Exercise details:
Copy out each line of the entries where the word "graph" is present.

=== Data for this task ===

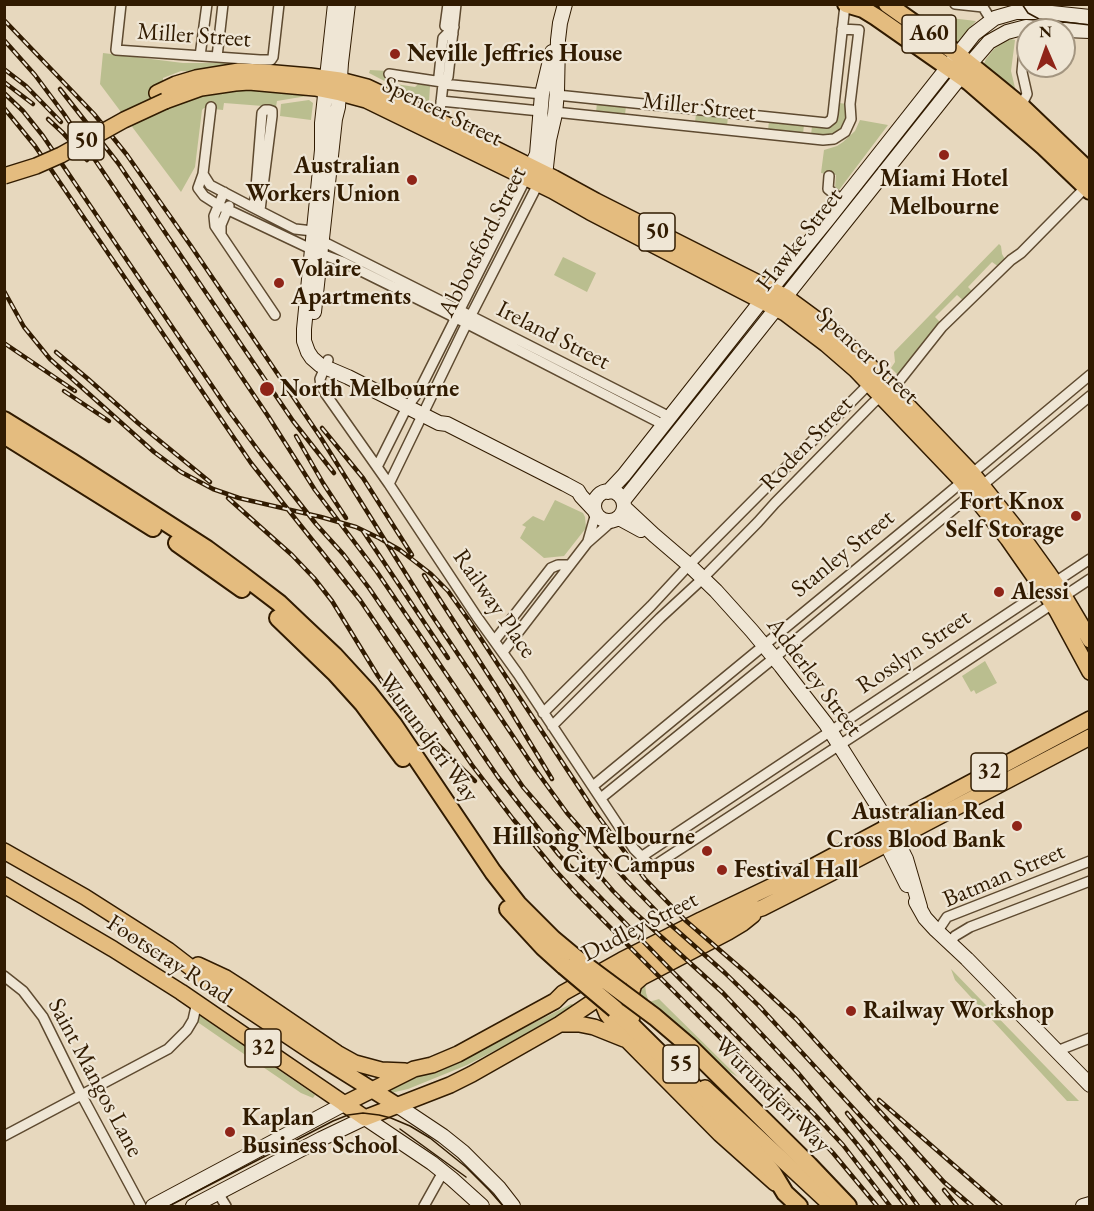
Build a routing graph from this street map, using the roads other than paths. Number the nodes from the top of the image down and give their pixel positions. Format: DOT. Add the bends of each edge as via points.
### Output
graph roads {
  1 [pos="121,4"];
  2 [pos="207,4"];
  3 [pos="223,4"];
  4 [pos="279,4"];
  5 [pos="335,4"];
  6 [pos="348,4"];
  7 [pos="448,4"];
  8 [pos="456,4"];
  9 [pos="556,4"];
  10 [pos="565,4"];
  11 [pos="887,4"];
  12 [pos="955,4"];
  13 [pos="847,5"];
  14 [pos="1022,8"];
  15 [pos="1089,17"];
  16 [pos="991,20"];
  17 [pos="204,26"];
  18 [pos="221,28"];
  19 [pos="450,29"];
  20 [pos="842,29"];
  21 [pos="1016,30"];
  22 [pos="556,39"];
  23 [pos="200,56"];
  24 [pos="217,57"];
  25 [pos="959,65"];
  26 [pos="389,74"];
  27 [pos="1023,78"];
  28 [pos="442,83"];
  29 [pos="333,85"];
  30 [pos="542,94"];
  31 [pos="556,95"];
  32 [pos="441,101"];
  33 [pos="1021,106"];
  34 [pos="211,107"];
  35 [pos="540,111"];
  36 [pos="555,112"];
  37 [pos="909,115"];
  38 [pos="439,121"];
  39 [pos="922,124"];
  40 [pos="545,135"];
  41 [pos="477,146"];
  42 [pos="6,174"];
  43 [pos="203,174"];
  44 [pos="1087,175"];
  45 [pos="535,176"];
  46 [pos="829,176"];
  47 [pos="817,190"];
  48 [pos="829,190"];
  49 [pos="229,194"];
  50 [pos="843,201"];
  51 [pos="218,205"];
  52 [pos="256,208"];
  53 [pos="227,210"];
  54 [pos="828,219"];
  55 [pos="841,228"];
  56 [pos="221,235"];
  57 [pos="317,244"];
  58 [pos="766,294"];
  59 [pos="782,302"];
  60 [pos="458,314"];
  61 [pos="275,315"];
  62 [pos="469,320"];
  63 [pos="729,342"];
  64 [pos="742,351"];
  65 [pos="320,359"];
  66 [pos="1089,375"];
  67 [pos="874,379"];
  68 [pos="887,392"];
  69 [pos="1089,396"];
  70 [pos="856,398"];
  71 [pos="409,405"];
  72 [pos="868,409"];
  73 [pos="424,412"];
  74 [pos="4,420"];
  75 [pos="667,421"];
  76 [pos="681,427"];
  77 [pos="4,435"];
  78 [pos="377,467"];
  79 [pos="972,483"];
  80 [pos="389,484"];
  81 [pos="578,491"];
  82 [pos="604,493"];
  83 [pos="595,512"];
  84 [pos="620,512"];
  85 [pos="587,543"];
  86 [pos="1089,559"];
  87 [pos="570,565"];
  88 [pos="687,567"];
  89 [pos="1089,579"];
  90 [pos="700,580"];
  91 [pos="1049,586"];
  92 [pos="1058,600"];
  93 [pos="495,640"];
  94 [pos="1089,640"];
  95 [pos="761,647"];
  96 [pos="503,652"];
  97 [pos="771,660"];
  98 [pos="1088,668"];
  99 [pos="543,713"];
  100 [pos="1089,719"];
  101 [pos="552,726"];
  102 [pos="827,733"];
  103 [pos="1089,737"];
  104 [pos="836,746"];
  105 [pos="592,786"];
  106 [pos="601,798"];
  107 [pos="888,835"];
  108 [pos="4,851"];
  109 [pos="641,857"];
  110 [pos="1089,861"];
  111 [pos="651,866"];
  112 [pos="1089,881"];
  113 [pos="4,885"];
  114 [pos="762,908"];
  115 [pos="938,932"];
  116 [pos="950,943"];
  117 [pos="168,950"];
  118 [pos="608,968"];
  119 [pos="4,976"];
  120 [pos="600,997"];
  121 [pos="197,1002"];
  122 [pos="555,1002"];
  123 [pos="632,1017"];
  124 [pos="560,1024"];
  125 [pos="1089,1038"];
  126 [pos="627,1040"];
  127 [pos="1057,1051"];
  128 [pos="414,1069"];
  129 [pos="1089,1085"];
  130 [pos="372,1090"];
  131 [pos="82,1096"];
  132 [pos="344,1104"];
  133 [pos="398,1106"];
  134 [pos="365,1118"];
  135 [pos="4,1136"];
  136 [pos="444,1172"];
  137 [pos="218,1193"];
  138 [pos="785,1193"];
  139 [pos="824,1204"];
  140 [pos="1089,1204"];
  141 [pos="141,1206"];
  142 [pos="153,1206"];
  143 [pos="193,1206"];
  144 [pos="226,1206"];
  145 [pos="424,1206"];
  146 [pos="482,1206"];
  147 [pos="513,1206"];
  148 [pos="799,1206"];
  149 [pos="848,1206"];
  150 [pos="1083,1206"];
  1 -- 23 [label="street, Miller Street" via="116,50"];
  2 -- 17 [label="street"];
  3 -- 18 [label="street"];
  4 -- 24 [label="street, Miller Street" via="272,59"];
  5 -- 29 [label="street"];
  6 -- 29 [label="street"];
  7 -- 19 [label="street"];
  8 -- 19 [label="street"];
  9 -- 22 [label="street, Abbotsford Street"];
  10 -- 22 [label="street, Abbotsford Street"];
  11 -- 25 [label="highway, A60"];
  12 -- 16 [label="street" via="983,7"];
  13 -- 20 [label="street"];
  13 -- 25 [label="highway, A60" via="863,9"];
  14 -- 15 [label="street"];
  14 -- 16 [label="street"];
  16 -- 25 [label="street, Hawke Street" via="974,34"];
  17 -- 18 [label="street"];
  17 -- 23 [label="street"];
  18 -- 24 [label="street"];
  19 -- 28 [label="street" via="443,38 439,76"];
  20 -- 31 [label="street, Miller Street" via="833,114 831,121 825,123"];
  20 -- 36 [label="street, Miller Street" via="859,30 850,119 847,129 831,140"];
  21 -- 25 [label="street, Hawke Street" via="993,39"];
  22 -- 30 [label="street, Abbotsford Street"];
  22 -- 31 [label="street, Abbotsford Street"];
  23 -- 24 [label="street, Miller Street"];
  25 -- 33 [label="highway, A60"];
  25 -- 37 [label="street, Hawke Street"];
  25 -- 39 [label="street, Hawke Street"];
  25 -- 44 [label="highway, A60" via="1003,110"];
  26 -- 28 [label="street"];
  27 -- 33 [label="street" via="1027,94"];
  28 -- 30 [label="street"];
  28 -- 32 [label="street"];
  29 -- 38 [label="main road, Spencer Street / 50" via="371,89"];
  29 -- 41 [label="main road, Spencer Street / 50"];
  29 -- 42 [label="main road, 50, bridge" via="235,83 161,97 61,155"];
  29 -- 57 [label="street" via="338,107 328,133"];
  30 -- 35 [label="street, Abbotsford Street"];
  31 -- 36 [label="street, Abbotsford Street"];
  32 -- 35 [label="street"];
  32 -- 38 [label="street"];
  33 -- 44 [label="highway, A60"];
  34 -- 43 [label="street"];
  35 -- 40 [label="street, Abbotsford Street"];
  36 -- 40 [label="street, Abbotsford Street"];
  37 -- 39 [label="street"];
  37 -- 50 [label="street, Hawke Street"];
  38 -- 41 [label="main road, Spencer Street / 50"];
  39 -- 55 [label="street, Hawke Street"];
  40 -- 45 [label="street, Abbotsford Street" via="547,163"];
  41 -- 45 [label="main road, Spencer Street / 50"];
  43 -- 49 [label="street, Ireland Street" via="210,185"];
  43 -- 51 [label="street, Ireland Street" via="198,188"];
  44 -- 68 [label="street, Roden Street" via="1021,253 942,327"];
  45 -- 58 [label="main road, Spencer Street / 50"];
  45 -- 60 [label="street, Abbotsford Street"];
  45 -- 62 [label="street, Abbotsford Street"];
  46 -- 48 [label="street"];
  47 -- 48 [label="street"];
  48 -- 50 [label="street"];
  49 -- 51 [label="street"];
  49 -- 52 [label="street, Ireland Street"];
  49 -- 53 [label="street"];
  50 -- 54 [label="street, Hawke Street"];
  51 -- 53 [label="street, Ireland Street"];
  51 -- 56 [label="street" via="214,222"];
  52 -- 52 [label="street" via="262,113 269,110 272,113"];
  52 -- 57 [label="street, Ireland Street"];
  53 -- 56 [label="street"];
  53 -- 57 [label="street, Ireland Street"];
  54 -- 55 [label="street"];
  54 -- 58 [label="street, Hawke Street"];
  55 -- 59 [label="street, Hawke Street"];
  56 -- 61 [label="street"];
  57 -- 60 [label="street, Ireland Street"];
  57 -- 65 [label="street" via="312,331"];
  58 -- 59 [label="main road, Spencer Street / 50"];
  58 -- 63 [label="street, Hawke Street"];
  59 -- 64 [label="street, Hawke Street"];
  59 -- 67 [label="main road, Spencer Street / 50" via="841,356"];
  60 -- 62 [label="street, Ireland Street"];
  60 -- 71 [label="street, Abbotsford Street"];
  62 -- 73 [label="street, Abbotsford Street"];
  62 -- 75 [label="street, Ireland Street"];
  63 -- 64 [label="street"];
  63 -- 75 [label="street, Hawke Street"];
  64 -- 76 [label="street, Hawke Street"];
  65 -- 71 [label="street"];
  65 -- 78 [label="street, Railway Place" via="322,388"];
  66 -- 79 [label="street, Stanley Street"];
  67 -- 68 [label="main road, Spencer Street / 50"];
  67 -- 70 [label="street, Roden Street"];
  68 -- 72 [label="street, Roden Street"];
  68 -- 79 [label="main road, Spencer Street / 50"];
  69 -- 79 [label="street, Stanley Street"];
  70 -- 72 [label="street"];
  70 -- 88 [label="street, Roden Street"];
  71 -- 73 [label="street"];
  71 -- 78 [label="street, Abbotsford Street"];
  72 -- 90 [label="street, Roden Street"];
  73 -- 80 [label="street, Abbotsford Street"];
  73 -- 81 [label="street"];
  74 -- 149 [label="highway, Wurundjeri Way, bridge" via="207,549 279,603 368,692 525,912 577,959 689,1046"];
  75 -- 76 [label="street"];
  75 -- 82 [label="street, Hawke Street" via="624,475"];
  76 -- 84 [label="street, Hawke Street"];
  77 -- 138 [label="highway, Wurundjeri Way, bridge" via="180,545 292,631 335,673 380,727 508,910 708,1101 773,1173"];
  78 -- 80 [label="street, Railway Place"];
  79 -- 91 [label="main road, Spencer Street / 50"];
  79 -- 95 [label="street, Stanley Street"];
  79 -- 97 [label="street, Stanley Street"];
  80 -- 93 [label="street, Railway Place"];
  81 -- 82 [label="street"];
  81 -- 83 [label="street"];
  82 -- 83 [label="street" via="595,502"];
  82 -- 84 [label="street" via="617,494"];
  83 -- 84 [label="street" via="601,519"];
  83 -- 85 [label="street, Hawke Street"];
  84 -- 85 [label="street, Hawke Street"];
  84 -- 88 [label="street, Adderley Street" via="654,535"];
  85 -- 87 [label="street, Hawke Street"];
  86 -- 91 [label="street, Rosslyn Street"];
  87 -- 93 [label="street, Hawke Street" via="551,568"];
  87 -- 96 [label="street, Hawke Street"];
  88 -- 90 [label="street, Adderley Street"];
  88 -- 99 [label="street, Roden Street"];
  89 -- 92 [label="street, Rosslyn Street"];
  90 -- 95 [label="street, Adderley Street"];
  90 -- 101 [label="street, Roden Street"];
  91 -- 92 [label="main road, Spencer Street / 50"];
  91 -- 102 [label="street, Rosslyn Street"];
  92 -- 94 [label="main road, Spencer Street / 50"];
  92 -- 98 [label="main road, Spencer Street / 50"];
  92 -- 104 [label="street, Rosslyn Street"];
  93 -- 96 [label="street, Railway Place"];
  95 -- 97 [label="street, Adderley Street"];
  95 -- 105 [label="street, Stanley Street"];
  96 -- 99 [label="street, Railway Place"];
  97 -- 102 [label="street, Adderley Street"];
  97 -- 106 [label="street, Stanley Street"];
  99 -- 101 [label="street, Railway Place"];
  100 -- 107 [label="main road, Dudley Street / 32"];
  101 -- 105 [label="street, Railway Place"];
  102 -- 104 [label="street, Adderley Street"];
  102 -- 109 [label="street, Rosslyn Street"];
  103 -- 107 [label="main road, Dudley Street / 32"];
  104 -- 107 [label="street, Adderley Street"];
  104 -- 111 [label="street, Rosslyn Street"];
  105 -- 106 [label="street, Railway Place"];
  106 -- 109 [label="street, Railway Place"];
  107 -- 114 [label="main road, Dudley Street / 32"];
  107 -- 115 [label="street, Adderley Street" via="906,859 925,918"];
  107 -- 118 [label="main road, Dudley Street / 32" via="812,867"];
  108 -- 117 [label="main road, Footscray Road / 32"];
  109 -- 111 [label="street, Railway Place"];
  110 -- 115 [label="street, Batman Street" via="947,917"];
  112 -- 116 [label="street, Batman Street" via="970,927"];
  113 -- 121 [label="main road, Footscray Road / 32"];
  114 -- 120 [label="main road, Dudley Street / 32" via="702,931 631,971"];
  114 -- 123 [label="main road" via="743,923 642,977 632,991"];
  115 -- 116 [label="street, Adderley Street"];
  116 -- 127 [label="street, Adderley Street"];
  117 -- 128 [label="main road, Footscray Road / 32" via="226,978 355,1063 381,1070"];
  117 -- 130 [label="main road, Footscray Road" via="225,994"];
  118 -- 120 [label="main road"];
  118 -- 122 [label="main road, Dudley Street / 32" via="563,993"];
  119 -- 131 [label="street, Saint Mangos Lane" via="37,1007"];
  120 -- 122 [label="main road"];
  120 -- 123 [label="main road, Wurundjeri Way"];
  120 -- 124 [label="main road, Dudley Street / 32"];
  120 -- 126 [label="main road, 55" via="607,1014"];
  121 -- 131 [label="street" via="187,1030 168,1049"];
  121 -- 132 [label="main road, Footscray Road / 32"];
  122 -- 128 [label="main road, Dudley Street / 32" via="455,1055"];
  123 -- 139 [label="main road, Wurundjeri Way / 55"];
  124 -- 126 [label="main road" via="594,1027"];
  124 -- 133 [label="main road, Dudley Street / 32" via="467,1077"];
  125 -- 127 [label="street"];
  126 -- 138 [label="main road, Wurundjeri Way / 55"];
  127 -- 129 [label="street, Adderley Street"];
  128 -- 130 [label="main road, Dudley Street"];
  130 -- 132 [label="main road, Dudley Street"];
  130 -- 133 [label="main road, Footscray Road"];
  131 -- 135 [label="street"];
  131 -- 141 [label="street, Saint Mangos Lane"];
  132 -- 134 [label="main road, Footscray Road / 32"];
  132 -- 142 [label="street"];
  133 -- 134 [label="main road, 32"];
  133 -- 147 [label="street" via="463,1152"];
  134 -- 136 [label="street"];
  134 -- 137 [label="street"];
  136 -- 145 [label="street"];
  136 -- 146 [label="street"];
  137 -- 143 [label="street"];
  137 -- 144 [label="street"];
  138 -- 148 [label="highway, Wurundjeri Way / 55"];
  140 -- 150 [label="street"];
}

===

Result below:
Build a routing graph from this street map, using the roads other than paths. Number the nodes from the top of the image down and give their pixel positions. Format: DOT. Add the bends of each edge as via points.
graph roads {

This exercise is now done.